** Opening DATA PROVIDED block **
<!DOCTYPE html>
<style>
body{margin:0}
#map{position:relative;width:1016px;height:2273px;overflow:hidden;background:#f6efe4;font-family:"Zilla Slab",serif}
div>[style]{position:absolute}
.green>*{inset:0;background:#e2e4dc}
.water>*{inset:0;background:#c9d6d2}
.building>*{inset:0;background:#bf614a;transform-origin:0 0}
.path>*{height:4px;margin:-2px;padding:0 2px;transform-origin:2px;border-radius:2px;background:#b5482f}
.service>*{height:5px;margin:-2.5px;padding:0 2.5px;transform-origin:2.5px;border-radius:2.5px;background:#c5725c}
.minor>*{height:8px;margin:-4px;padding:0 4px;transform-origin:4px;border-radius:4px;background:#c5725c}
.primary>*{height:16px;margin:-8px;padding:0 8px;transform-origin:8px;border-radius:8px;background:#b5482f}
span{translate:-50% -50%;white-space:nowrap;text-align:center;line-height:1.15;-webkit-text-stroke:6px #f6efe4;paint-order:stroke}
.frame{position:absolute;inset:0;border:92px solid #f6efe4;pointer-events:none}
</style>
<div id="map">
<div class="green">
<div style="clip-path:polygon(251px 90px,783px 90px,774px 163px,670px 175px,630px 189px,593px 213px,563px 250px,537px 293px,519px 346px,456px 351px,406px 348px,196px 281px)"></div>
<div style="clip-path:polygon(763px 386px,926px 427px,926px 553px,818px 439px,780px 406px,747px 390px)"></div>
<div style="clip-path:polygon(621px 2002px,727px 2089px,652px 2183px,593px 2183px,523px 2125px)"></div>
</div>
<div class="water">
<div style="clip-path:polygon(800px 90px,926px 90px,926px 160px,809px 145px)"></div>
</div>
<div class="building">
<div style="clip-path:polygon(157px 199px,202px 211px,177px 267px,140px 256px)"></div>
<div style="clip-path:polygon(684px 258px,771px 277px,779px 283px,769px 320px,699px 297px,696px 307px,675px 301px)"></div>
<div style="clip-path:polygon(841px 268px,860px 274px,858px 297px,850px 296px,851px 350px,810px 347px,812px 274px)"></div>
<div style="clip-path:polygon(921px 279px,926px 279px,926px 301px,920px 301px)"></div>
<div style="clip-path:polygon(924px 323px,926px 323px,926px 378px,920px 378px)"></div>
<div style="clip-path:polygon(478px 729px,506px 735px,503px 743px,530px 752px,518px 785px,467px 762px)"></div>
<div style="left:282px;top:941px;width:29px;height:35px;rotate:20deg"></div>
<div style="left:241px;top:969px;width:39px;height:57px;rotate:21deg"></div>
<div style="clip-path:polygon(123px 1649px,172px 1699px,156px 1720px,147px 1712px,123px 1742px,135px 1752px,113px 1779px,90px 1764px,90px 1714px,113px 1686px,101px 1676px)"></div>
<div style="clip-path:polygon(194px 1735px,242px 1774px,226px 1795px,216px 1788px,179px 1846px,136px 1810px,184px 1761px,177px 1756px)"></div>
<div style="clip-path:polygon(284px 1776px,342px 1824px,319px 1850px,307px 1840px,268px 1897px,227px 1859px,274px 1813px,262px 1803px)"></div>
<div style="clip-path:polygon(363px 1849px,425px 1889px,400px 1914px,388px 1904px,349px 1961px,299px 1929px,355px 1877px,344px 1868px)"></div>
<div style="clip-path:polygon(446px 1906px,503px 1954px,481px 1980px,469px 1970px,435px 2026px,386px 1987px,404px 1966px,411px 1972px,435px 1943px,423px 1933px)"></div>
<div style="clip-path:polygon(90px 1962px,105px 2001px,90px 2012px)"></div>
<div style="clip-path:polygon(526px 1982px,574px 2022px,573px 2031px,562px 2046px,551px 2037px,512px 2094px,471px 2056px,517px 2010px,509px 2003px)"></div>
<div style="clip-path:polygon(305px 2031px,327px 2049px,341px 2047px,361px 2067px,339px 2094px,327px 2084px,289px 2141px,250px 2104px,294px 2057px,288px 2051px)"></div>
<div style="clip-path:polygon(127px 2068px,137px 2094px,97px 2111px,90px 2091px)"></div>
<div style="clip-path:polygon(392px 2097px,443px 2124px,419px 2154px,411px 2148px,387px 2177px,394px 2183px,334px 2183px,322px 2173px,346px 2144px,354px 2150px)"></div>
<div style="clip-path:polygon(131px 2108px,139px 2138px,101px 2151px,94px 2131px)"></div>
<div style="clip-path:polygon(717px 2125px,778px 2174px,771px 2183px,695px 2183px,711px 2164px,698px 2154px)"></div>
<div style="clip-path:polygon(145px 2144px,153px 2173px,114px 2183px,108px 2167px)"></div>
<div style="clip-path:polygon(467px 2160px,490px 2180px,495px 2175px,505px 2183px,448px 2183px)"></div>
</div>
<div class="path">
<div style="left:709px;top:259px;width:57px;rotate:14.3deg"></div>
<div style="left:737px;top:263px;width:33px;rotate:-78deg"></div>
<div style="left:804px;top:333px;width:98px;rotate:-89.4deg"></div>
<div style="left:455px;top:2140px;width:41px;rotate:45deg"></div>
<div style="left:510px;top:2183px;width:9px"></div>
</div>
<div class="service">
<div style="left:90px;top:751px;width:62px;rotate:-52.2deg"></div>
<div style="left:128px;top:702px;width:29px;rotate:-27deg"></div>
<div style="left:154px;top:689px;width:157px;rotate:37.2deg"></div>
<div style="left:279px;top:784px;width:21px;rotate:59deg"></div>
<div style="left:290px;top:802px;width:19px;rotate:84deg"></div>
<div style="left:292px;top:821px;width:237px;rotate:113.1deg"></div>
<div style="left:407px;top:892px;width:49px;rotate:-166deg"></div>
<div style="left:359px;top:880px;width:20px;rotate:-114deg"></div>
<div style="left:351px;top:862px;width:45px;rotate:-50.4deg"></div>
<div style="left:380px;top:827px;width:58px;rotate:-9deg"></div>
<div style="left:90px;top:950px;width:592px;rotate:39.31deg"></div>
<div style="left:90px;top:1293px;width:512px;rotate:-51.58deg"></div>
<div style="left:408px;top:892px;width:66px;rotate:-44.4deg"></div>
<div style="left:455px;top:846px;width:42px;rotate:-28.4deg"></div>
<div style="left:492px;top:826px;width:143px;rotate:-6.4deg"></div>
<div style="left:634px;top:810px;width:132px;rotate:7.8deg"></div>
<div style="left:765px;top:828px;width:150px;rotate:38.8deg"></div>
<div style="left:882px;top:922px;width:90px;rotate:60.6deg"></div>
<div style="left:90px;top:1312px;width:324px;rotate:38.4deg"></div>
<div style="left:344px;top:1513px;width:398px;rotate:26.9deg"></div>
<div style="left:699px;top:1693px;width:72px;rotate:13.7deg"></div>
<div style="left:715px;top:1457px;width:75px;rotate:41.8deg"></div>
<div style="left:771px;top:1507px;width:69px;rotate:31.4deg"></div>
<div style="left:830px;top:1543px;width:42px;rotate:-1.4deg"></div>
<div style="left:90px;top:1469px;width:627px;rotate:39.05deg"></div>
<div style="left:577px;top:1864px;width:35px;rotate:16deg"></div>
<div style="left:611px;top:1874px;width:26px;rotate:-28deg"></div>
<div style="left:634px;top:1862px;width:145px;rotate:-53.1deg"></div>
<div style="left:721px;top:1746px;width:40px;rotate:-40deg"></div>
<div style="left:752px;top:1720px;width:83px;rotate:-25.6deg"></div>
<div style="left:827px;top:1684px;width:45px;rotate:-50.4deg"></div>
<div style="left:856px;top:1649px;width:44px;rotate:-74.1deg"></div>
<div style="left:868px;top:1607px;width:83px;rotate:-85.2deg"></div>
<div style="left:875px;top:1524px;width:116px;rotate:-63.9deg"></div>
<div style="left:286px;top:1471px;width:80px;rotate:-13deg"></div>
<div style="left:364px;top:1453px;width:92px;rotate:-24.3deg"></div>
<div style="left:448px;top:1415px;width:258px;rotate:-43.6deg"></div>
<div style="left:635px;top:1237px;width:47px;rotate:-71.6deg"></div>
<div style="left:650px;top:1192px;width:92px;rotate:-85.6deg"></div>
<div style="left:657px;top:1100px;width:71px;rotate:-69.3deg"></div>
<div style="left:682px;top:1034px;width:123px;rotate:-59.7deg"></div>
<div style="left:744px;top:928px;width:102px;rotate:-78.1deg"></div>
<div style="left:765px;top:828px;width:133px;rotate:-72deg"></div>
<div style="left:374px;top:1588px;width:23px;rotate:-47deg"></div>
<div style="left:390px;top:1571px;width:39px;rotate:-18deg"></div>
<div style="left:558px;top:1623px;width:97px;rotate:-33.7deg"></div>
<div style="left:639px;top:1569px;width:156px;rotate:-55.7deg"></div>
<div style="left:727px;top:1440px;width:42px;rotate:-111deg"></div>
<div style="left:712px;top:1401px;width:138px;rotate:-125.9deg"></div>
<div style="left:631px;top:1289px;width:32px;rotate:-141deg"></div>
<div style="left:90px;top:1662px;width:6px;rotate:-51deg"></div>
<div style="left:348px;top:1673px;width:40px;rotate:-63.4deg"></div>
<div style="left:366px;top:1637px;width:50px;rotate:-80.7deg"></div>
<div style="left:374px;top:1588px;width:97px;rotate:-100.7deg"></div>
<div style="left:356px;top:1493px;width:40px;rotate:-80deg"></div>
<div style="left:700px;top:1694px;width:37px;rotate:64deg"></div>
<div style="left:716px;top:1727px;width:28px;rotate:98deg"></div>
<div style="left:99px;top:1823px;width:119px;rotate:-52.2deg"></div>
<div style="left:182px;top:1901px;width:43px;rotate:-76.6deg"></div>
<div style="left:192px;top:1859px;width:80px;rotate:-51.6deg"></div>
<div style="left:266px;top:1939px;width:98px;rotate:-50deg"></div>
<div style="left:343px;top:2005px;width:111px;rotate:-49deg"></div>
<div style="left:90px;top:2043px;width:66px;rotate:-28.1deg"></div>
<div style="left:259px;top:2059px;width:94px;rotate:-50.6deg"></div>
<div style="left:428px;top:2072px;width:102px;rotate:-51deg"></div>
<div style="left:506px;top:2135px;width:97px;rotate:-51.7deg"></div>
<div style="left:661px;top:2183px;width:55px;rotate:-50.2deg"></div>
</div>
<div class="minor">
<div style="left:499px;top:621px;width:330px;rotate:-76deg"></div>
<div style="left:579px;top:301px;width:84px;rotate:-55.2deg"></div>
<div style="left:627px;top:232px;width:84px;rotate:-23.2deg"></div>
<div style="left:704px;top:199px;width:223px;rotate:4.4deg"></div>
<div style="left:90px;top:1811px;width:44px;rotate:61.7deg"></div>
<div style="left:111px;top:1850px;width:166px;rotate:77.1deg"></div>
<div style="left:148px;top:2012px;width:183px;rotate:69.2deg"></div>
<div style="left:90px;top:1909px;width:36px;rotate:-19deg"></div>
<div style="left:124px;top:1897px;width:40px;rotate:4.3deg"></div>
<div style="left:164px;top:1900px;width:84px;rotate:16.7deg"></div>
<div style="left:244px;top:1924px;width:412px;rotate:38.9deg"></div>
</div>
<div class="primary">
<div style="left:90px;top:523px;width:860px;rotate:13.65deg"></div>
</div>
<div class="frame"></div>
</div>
** Closing DATA PROVIDED block **
Using the records above, find and show each line with the string "origin".

.building>*{inset:0;background:#bf614a;transform-origin:0 0}
.path>*{height:4px;margin:-2px;padding:0 2px;transform-origin:2px;border-radius:2px;background:#b5482f}
.service>*{height:5px;margin:-2.5px;padding:0 2.5px;transform-origin:2.5px;border-radius:2.5px;background:#c5725c}
.minor>*{height:8px;margin:-4px;padding:0 4px;transform-origin:4px;border-radius:4px;background:#c5725c}
.primary>*{height:16px;margin:-8px;padding:0 8px;transform-origin:8px;border-radius:8px;background:#b5482f}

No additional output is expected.